(BUENOS AIRES).- Boca comenzó el semestre con un triunfo 1-0 ante O’Higgins por la Copa Sudamericana, pero la noche dejó otra postal puertas adentro: Rodolfo Arruabarrena mantuvo una reunión con Juan Román Riquelme y volvió a marcar sus necesidades para terminar de conformar un plantel competitivo. La lesión de Adam Bareiro encendió todas las alarmas y el entrenador le pidió a la dirigencia sumar un delantero antes del cierre del mercado.
El único gol lo marcó Miguel Merentiel, quien fue protagonista y demostró que puede ser alternativa en ataque, aunque no es un nueve de área clásico. De todos modos, Boca generó varias situaciones y no logró ampliar la diferencia, lo que alimentó el pedido del Vasco por mayor contundencia. Para Arruabarrena, esa falta de eficacia ofensiva es uno de los puntos a trabajar con mayor urgencia.
El entrenador quedó conforme con el debut de varios refuerzos. Leandro Paredes fue el punto más alto, con un rol de líder dentro y fuera de la cancha, mientras que Álvaro Montero tuvo un debut seguro en el arco.

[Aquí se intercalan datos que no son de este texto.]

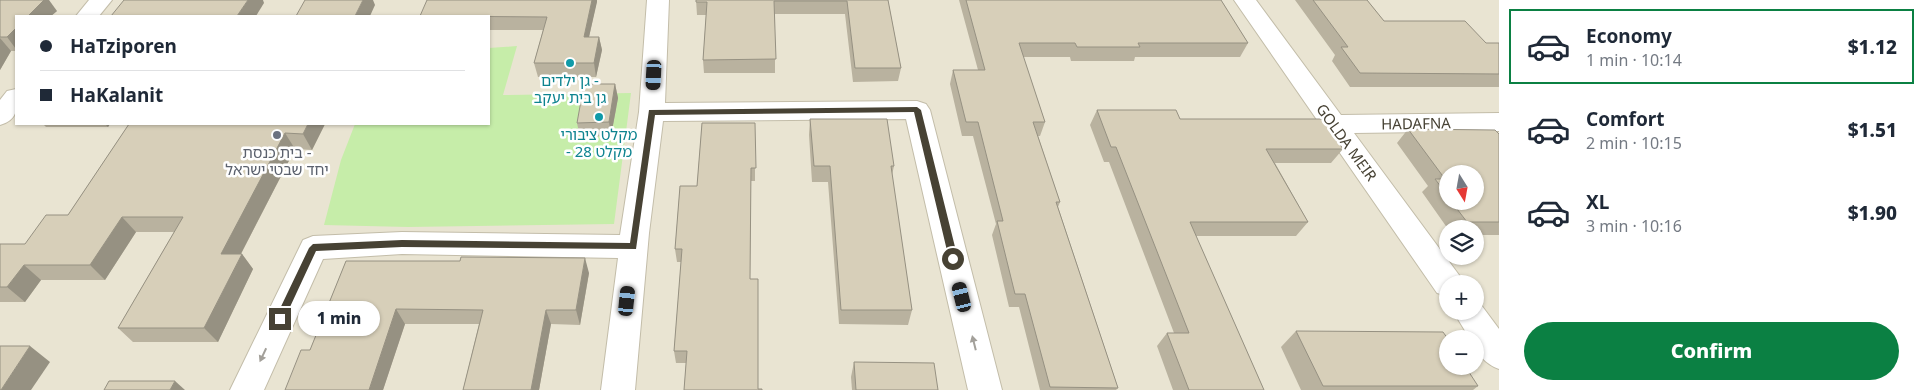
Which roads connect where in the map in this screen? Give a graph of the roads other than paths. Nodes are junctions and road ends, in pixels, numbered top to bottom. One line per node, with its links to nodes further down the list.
1 (101, 0): 4 (street)
2 (658, 0): 6 (street)
3 (1245, 0): 9 (street, GOLDA MEIR)
4 (88, 15)
5 (15, 98): 7 (street)
6 (652, 112): 10 (street); 16 (street, one-way to 6)
7 (0, 116)
8 (1499, 122): 9 (street, HADAFNA)
9 (1334, 124): 11 (street, GOLDA MEIR)
10 (633, 247): 14 (street, one-way to 14); 15 (street)
11 (1442, 275)
12 (1474, 320): 13 (street)
13 (1499, 355)
14 (247, 390)
15 (618, 390)
16 (985, 390)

También valoró la respuesta de los juveniles, que respondieron cuando les tocó jugar y demostraron que pueden ser alternativas importantes para un semestre exigente. Sin embargo, Arruabarrena entiende que el equipo debe mejorar el control de pelota y aprovechar mejor las oportunidades para pelear en todos los frentes.

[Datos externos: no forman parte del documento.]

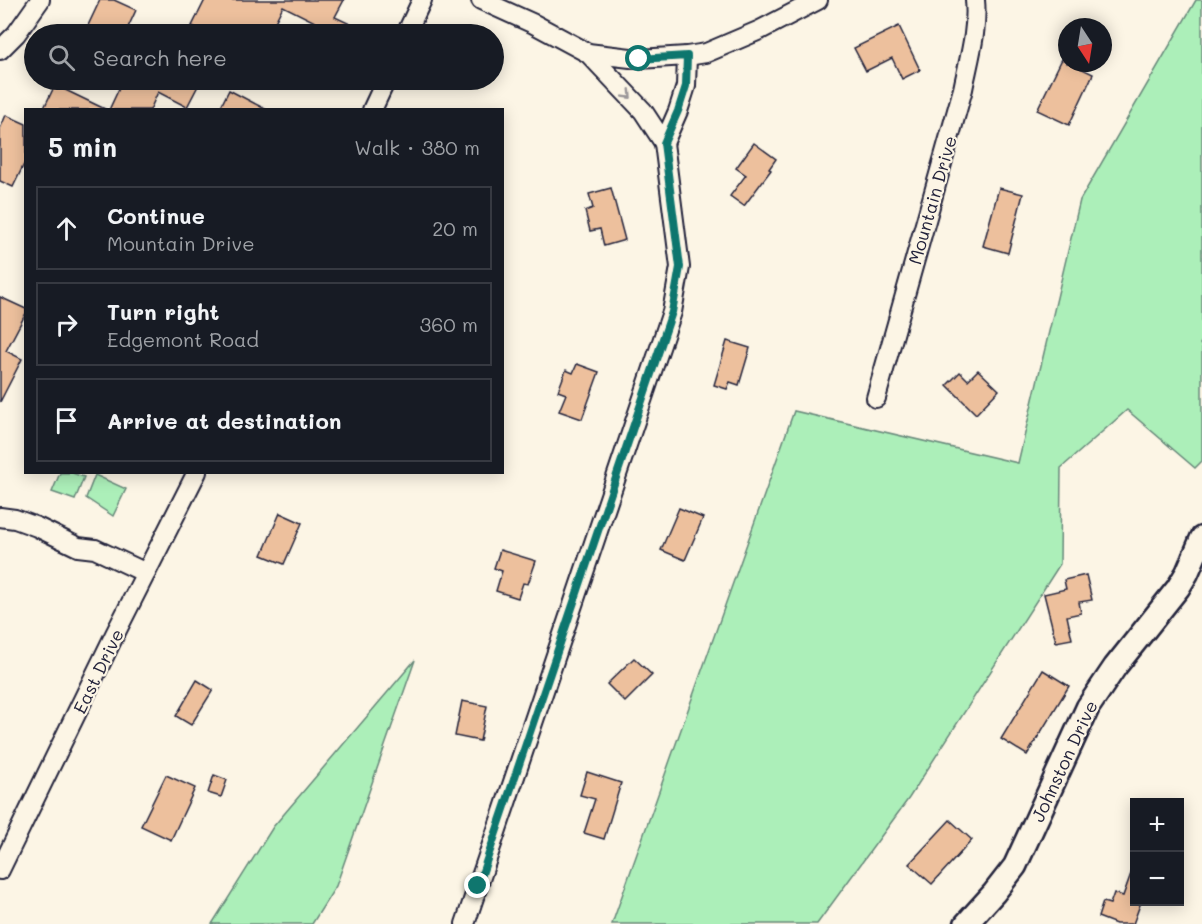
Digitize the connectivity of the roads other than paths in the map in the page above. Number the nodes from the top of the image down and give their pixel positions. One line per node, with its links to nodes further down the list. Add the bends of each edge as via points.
1 (40, 0): 7 (street)
2 (422, 0): 6 (street)
3 (481, 0): 8 (street)
4 (818, 0): 9 (street, via 760,30 706,53)
5 (975, 0): 13 (street, Mountain Drive, via 974,37 963,89)
6 (411, 24)
7 (0, 50)
8 (588, 53): 9 (street, via 639,59); 12 (street, one-way to 12, via 643,111)
9 (687, 56): 12 (street, via 686,86)
10 (381, 90): 11 (street)
11 (373, 108)
12 (664, 143): 19 (street, via 680,267 672,312)
13 (876, 398)
14 (196, 474): 17 (street, East Drive)
15 (0, 517): 17 (street, via 37,527 78,547 90,559)
16 (1202, 538): 20 (street, Johnston Drive, via 1178,588 1088,707 1015,866)
17 (143, 579): 18 (street, East Drive)
18 (0, 870)
19 (465, 924)
20 (966, 924)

La preocupación central está en la ofensiva. Adam Bareiro sufrió una lesión que preocupa al cuerpo técnico y su evolución será seguida de cerca. La idea del entrenador es que el equipo tenga variantes suficientes para competir en la Copa Sudamericana y en el resto de los frentes, y por eso la búsqueda de un delantero sigue siendo una prioridad en el mercado de pases. Ante ese panorama, el Vasco le transmitió a Riquelme que necesita un atacante más para no quedar corto en una temporada con grandes objetivos.
El nombre en carpeta y la decisión final
En la charla posterior al partido, Arruabarrena se plantó con claridad: Boca tiene un buen plantel, pero todavía puede mejorar. El entrenador dejó claro que la búsqueda de un delantero sigue siendo una prioridad para el cuerpo técnico y que pretende sumar un futbolista que pueda aportar presencia en el área y mayor poder de fuego. En ese sentido, David Romero es uno de los nombres que aparecen en carpeta, aunque la negociación no es sencilla porque otros clubes también mostraron interés.

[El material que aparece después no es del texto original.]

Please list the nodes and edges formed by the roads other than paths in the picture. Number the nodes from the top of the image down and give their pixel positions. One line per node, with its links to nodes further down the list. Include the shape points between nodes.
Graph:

Riquelme sabe que el mercado entra en su etapa decisiva y cada movimiento debe ser analizado con cuidado. Boca ya realizó una inversión importante con las llegadas de Paredes y Montero, pero el pedido del Vasco abre la posibilidad de sumar una pieza más para completar el plantel. La relación entre presidente y entrenador es de diálogo constante y la decisión final quedará en manos del máximo dirigente.
El Xeneize ganó, recuperó confianza y encontró respuestas en sus figuras y juveniles. Ahora, con el mercado abierto, el desafío será completar un equipo que pueda sostener la ilusión de los hinchas hasta fin de año. La última palabra la tendrá Riquelme.